Entries shown:
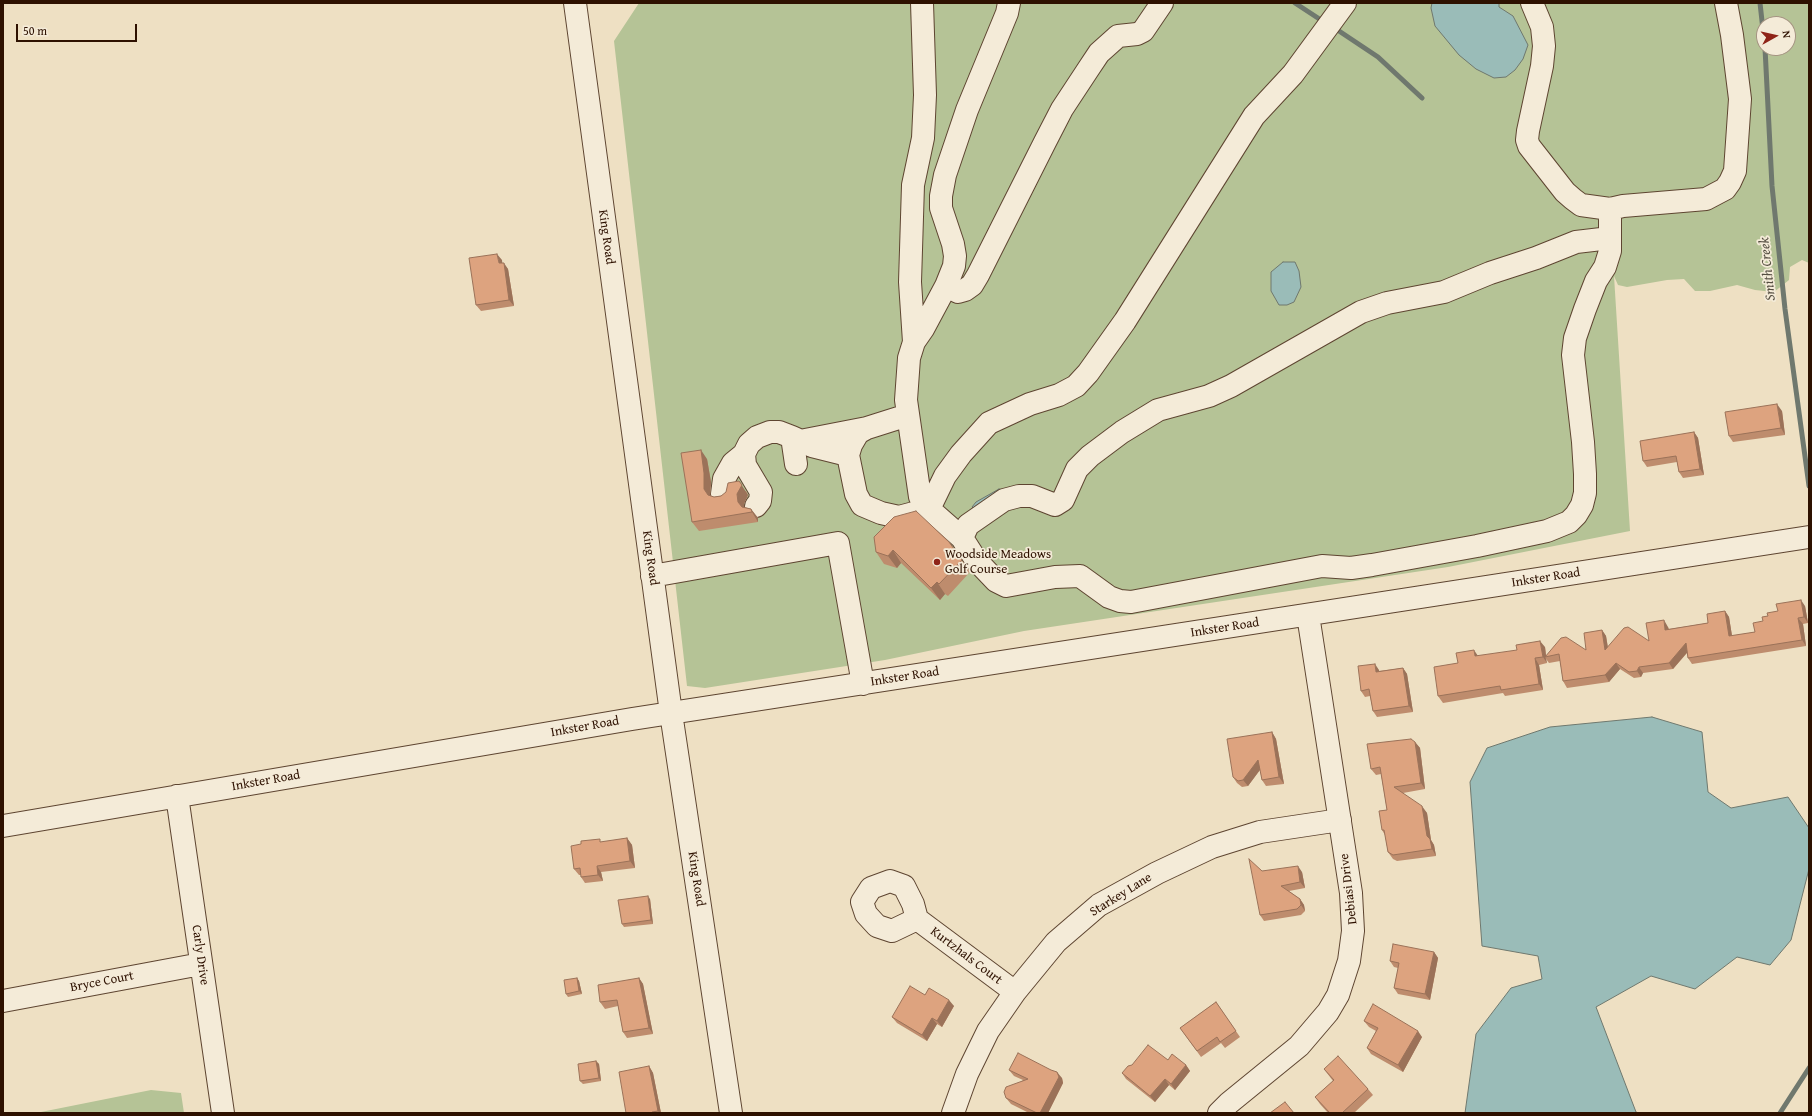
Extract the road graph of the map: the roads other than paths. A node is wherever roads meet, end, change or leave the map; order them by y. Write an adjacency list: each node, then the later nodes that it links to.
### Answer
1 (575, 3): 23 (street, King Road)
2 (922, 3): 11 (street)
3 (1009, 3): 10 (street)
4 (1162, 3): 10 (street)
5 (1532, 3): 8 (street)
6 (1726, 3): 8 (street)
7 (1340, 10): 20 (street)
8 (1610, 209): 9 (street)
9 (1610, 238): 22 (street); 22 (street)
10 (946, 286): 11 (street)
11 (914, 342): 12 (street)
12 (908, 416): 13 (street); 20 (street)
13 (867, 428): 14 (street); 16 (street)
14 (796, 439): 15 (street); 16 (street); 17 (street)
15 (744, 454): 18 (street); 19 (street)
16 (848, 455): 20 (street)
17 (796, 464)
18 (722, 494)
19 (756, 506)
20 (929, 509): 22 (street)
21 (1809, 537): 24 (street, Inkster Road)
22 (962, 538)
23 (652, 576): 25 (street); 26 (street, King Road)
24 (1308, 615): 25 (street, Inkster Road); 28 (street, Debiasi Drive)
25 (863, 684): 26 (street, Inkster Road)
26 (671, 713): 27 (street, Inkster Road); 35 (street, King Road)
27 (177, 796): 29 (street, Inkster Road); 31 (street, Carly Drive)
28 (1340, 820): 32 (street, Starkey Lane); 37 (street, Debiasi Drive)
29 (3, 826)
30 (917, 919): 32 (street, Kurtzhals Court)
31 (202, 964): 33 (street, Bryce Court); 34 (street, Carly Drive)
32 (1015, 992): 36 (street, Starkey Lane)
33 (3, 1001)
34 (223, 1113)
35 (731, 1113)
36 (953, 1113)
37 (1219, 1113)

Work required:
If a line in the material contains "Lane", show it.

The completed task:
28 (1340, 820): 32 (street, Starkey Lane); 37 (street, Debiasi Drive)
32 (1015, 992): 36 (street, Starkey Lane)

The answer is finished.